Friday, June 10, 2005

The Indestructible Man, Age 5

Yesterday, my five year old son fell from the upper berth of the bunk bed that he shares with his brother and landed on his arm. His mother cuddled him and applied an ice pack to the injured area, which had a few bruises and some broken skin. After he calmed down enough to communicate, we had him extend his arm and move it in as many ways as an arm is supposed to move. No broken bones! Less than an hour after his fall, he was playing -- on the floor, this time. And he happily informed us that he was no longer hurt. When we asked him what he was doing on the bunk bed, he told us that he was standing -- just what we tell him that he should never do. We then asked if he was playing a game up there. He said exactly what I knew he was going to say: He was playing light sabers. The little stunt man thinks he's a Jedi. His older brother understood railroad safety at age two, and has been very safety conscious ever since. This little one has trouble grasping the fact that much of what he sees in the movies has been tweaked to make the unreal appear real. Almost 90% of what he sees in a Star Wars movie is essentially a cartoon, but it looks convincingly real to him.
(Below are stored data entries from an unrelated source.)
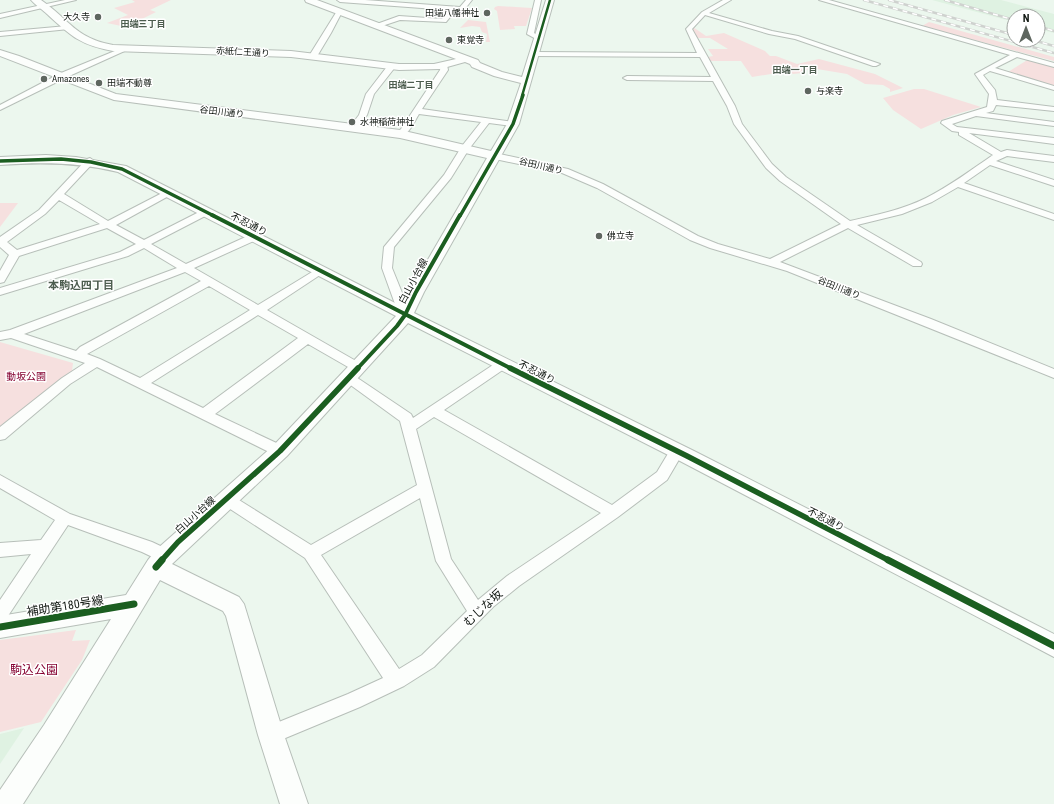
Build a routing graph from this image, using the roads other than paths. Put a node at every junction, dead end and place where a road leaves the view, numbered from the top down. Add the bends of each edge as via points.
1 (35, 0) edge
2 (73, 0) edge
3 (309, 0) edge
4 (338, 0) edge
5 (469, 0) edge
6 (538, 0) edge
7 (550, 0) edge
8 (728, 0) edge
9 (822, 0) edge
10 (45, 6) junction
11 (327, 8) junction
12 (453, 9) junction
13 (339, 12) junction
14 (704, 13) junction
15 (0, 16) edge
16 (376, 26) junction
17 (67, 28) junction
18 (0, 34) edge
19 (534, 36) junction
20 (127, 48) junction
21 (0, 53) edge
22 (534, 54) junction
23 (1017, 54) junction
24 (702, 55) junction
25 (313, 56) junction
26 (469, 61) junction
27 (876, 64) dead end
28 (1054, 65) edge
29 (392, 66) junction
30 (444, 67) junction
31 (990, 69) junction
32 (61, 77) junction
33 (627, 78) dead end
34 (717, 79) junction
35 (526, 81) junction
36 (1054, 88) edge
37 (994, 102) junction
38 (0, 108) edge
39 (1054, 109) edge
40 (417, 111) junction
41 (973, 114) junction
42 (486, 121) junction
43 (513, 124) junction
44 (1054, 124) edge
45 (353, 128) junction
46 (955, 129) junction
47 (400, 134) junction
48 (1054, 141) edge
49 (465, 148) junction
50 (999, 155) junction
51 (495, 156) junction
52 (1054, 159) edge
53 (0, 161) edge
54 (90, 161) junction
55 (990, 162) junction
56 (1054, 183) edge
57 (957, 184) junction
58 (169, 193) junction
59 (58, 195) junction
60 (206, 212) junction
61 (1054, 217) edge
62 (849, 224) junction
63 (108, 225) junction
64 (254, 236) junction
65 (145, 244) junction
66 (15, 254) junction
67 (771, 263) junction
68 (917, 264) dead end
69 (186, 268) junction
70 (321, 271) junction
71 (0, 280) edge
72 (210, 281) junction
73 (0, 292) edge
74 (259, 310) junction
75 (405, 315) junction
76 (6, 335) edge
77 (308, 338) junction
78 (78, 356) junction
79 (96, 362) junction
80 (503, 364) junction
81 (354, 373) junction
82 (1054, 374) edge
83 (141, 383) junction
84 (433, 410) junction
85 (205, 414) junction
86 (409, 427) junction
87 (0, 435) edge
88 (280, 451) junction
89 (677, 451) junction
90 (0, 481) edge
91 (425, 488) junction
92 (226, 499) junction
93 (613, 513) junction
94 (65, 518) junction
95 (45, 546) junction
96 (0, 550) edge
97 (311, 553) junction
98 (161, 561) junction
99 (134, 604) junction
100 (477, 613) junction
101 (0, 614) edge
102 (0, 627) edge
103 (1054, 646) edge
104 (396, 681) junction
105 (271, 735) junction
106 (7, 804) edge
107 (294, 804) edge

1 - 10 main road, 赤紙仁王通り
2 - 10 street
3 - 11 main road
4 - 11 street
4 - 12 street
5 - 12 street via 462,9
6 - 19 street via 530,31
7 - 19 main road, 白山小台線
8 - 14 street
9 - 23 street
10 - 15 street
10 - 17 main road, 赤紙仁王通り
11 - 13 main road
12 - 16 street via 444,21 399,18
13 - 16 main road
13 - 25 street
14 - 24 street via 689,29
14 - 27 street via 771,33 796,37
16 - 26 main road
17 - 18 street
17 - 20 main road, 赤紙仁王通り via 92,43
19 - 22 main road, 白山小台線
20 - 25 main road, 赤紙仁王通り
20 - 32 street
21 - 32 main road, 谷田川通り
22 - 24 street
22 - 35 main road, 白山小台線
23 - 28 street
23 - 31 street
24 - 34 street
25 - 29 main road, 赤紙仁王通り
26 - 30 main road, 赤紙仁王通り
26 - 35 main road via 498,74
29 - 30 main road, 赤紙仁王通り
29 - 45 street via 370,94 363,115
30 - 40 street
31 - 36 street
31 - 37 street via 979,74 994,95
32 - 38 street
32 - 45 main road, 谷田川通り via 103,94 126,100
33 - 34 street
34 - 62 street via 732,106 738,124 762,159 783,179
35 - 43 main road, 白山小台線
37 - 39 street
37 - 41 street via 990,109
40 - 42 street
40 - 47 street
41 - 44 street
41 - 46 street via 945,123
42 - 43 street
42 - 49 street
43 - 51 main road, 白山小台線
45 - 47 main road, 谷田川通り
46 - 48 street
46 - 50 street
47 - 49 main road, 谷田川通り
49 - 51 main road, 谷田川通り
49 - 75 street via 448,176 389,247 386,268
50 - 52 street via 1007,153
50 - 55 street
51 - 67 street, 谷田川通り via 571,174 600,186 694,238
51 - 75 main road, 白山小台線
53 - 54 main road, 不忍通り
54 - 58 main road, 不忍通り via 122,169
54 - 59 street
55 - 56 street
55 - 57 street
57 - 61 street
57 - 62 street via 929,200 899,212
58 - 60 main road, 不忍通り
58 - 63 street
59 - 63 street
59 - 66 street via 42,212 0,242
60 - 64 main road, 不忍通り
60 - 65 street
62 - 67 street
62 - 68 street
63 - 65 street
63 - 66 street
64 - 69 street
64 - 70 main road, 不忍通り
65 - 69 street
65 - 73 street via 124,254
66 - 71 street
67 - 82 street, 谷田川通り via 927,322
69 - 72 street
69 - 76 street
70 - 74 street
70 - 75 main road, 不忍通り
72 - 74 street
72 - 78 street via 84,350
74 - 77 street
74 - 83 street
75 - 80 main road, 不忍通り
75 - 81 main road, 白山小台線 via 390,336
76 - 78 street
77 - 81 street
77 - 85 street
78 - 79 street
79 - 83 street
79 - 87 street via 66,381
80 - 84 street
80 - 89 main road, 不忍通り
81 - 86 street via 406,418
81 - 88 main road, 白山小台線
83 - 85 street
84 - 86 street
84 - 93 street
85 - 88 street
86 - 91 street
88 - 92 main road, 白山小台線
89 - 93 street, むじな坂 via 662,476
89 - 103 main road, 不忍通り
90 - 94 street
91 - 97 street
91 - 100 street via 444,561
92 - 97 street
92 - 98 main road, 白山小台線
93 - 100 street, むじな坂 via 513,582
94 - 95 street
94 - 98 street via 146,547
95 - 96 street
95 - 101 street
97 - 104 street
98 - 99 main road, 白山小台線
98 - 105 main road via 231,604 242,630
99 - 102 main road, 補助第180号線
99 - 106 main road, 白山小台線
100 - 104 street, むじな坂 via 428,661
104 - 105 street, むじな坂
105 - 107 main road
The fall happened right on schedule. Next week is his sixth birthday. Every year, usually just before his birthday, he has what I have come to call his Annual Brush With Death. Such as:

  • 2005 -- The fall from the top of the bunk bed. Landed on his arm, no broken bones, some bruises and scrapes. Laughed it off within an hour. Evidence of Wolverine-style mutant healing factor.
  • 2004 -- Left the dinner table early, went upstairs, opened his bedroom window and climbed out onto the roof. (He has never seen Pollyanna.) Neighbor freaked out after failing to draw our attention. The boy came back inside after being caught by his siblings and ended up having a conversation with a nice police officer.
  • 2003 -- While Daddy was in the shower, Mommy went to work early. Boy decided to follow her, but had no idea which way she went. Decided to go to the local bakery for a cookie, but got lost. Was found several blocks away by a stranger with a cell phone. Must have crossed at least one busy intersection on his own. Enjoyed his ride home in a police car.
  • 2002 -- Dashed across the street without looking as family was getting in the minivan to go to baby sister's baptism. Gave parents another reason to be thankful during prayer time.
  • 2001 -- Took a trip into town with Daddy and older brother. At the trolley depot, let go of Daddy's hand and charged towards the edge of the platform. Stopped about six inches short of certain destruction, less than a minute before a trolley showed up.
  • 2000 -- Stumbled into the bathroom, shut himself in, and pulled open a cabinet drawer just enough to block the door from being opened. Had a major crying fit while parents used a crowbar to push the drawer out of the cabinet. Fell asleep on the floor from exhaustion due to excessive crying.
This list does not even include the time that he grabbed an open can of Similac at the top and almost cut off his finger (one year old), nor does it include his fall from atop a dresser when he banged his forehead and needed stitches just above his eye (almost two years). No one else in my family has had experiences like his.

I gather from all of this that he is destined for greatness, that he has some kind of special mission on this Earth, and that is he not allowed to die until his destiny has been fulfilled. Never mind the story of Anakin Skywalker and the mysterious ancient prophecy. My little son is The Chosen One. It would be nice, though, if he would stop scaring the hell out of his parents on his journey to immortality.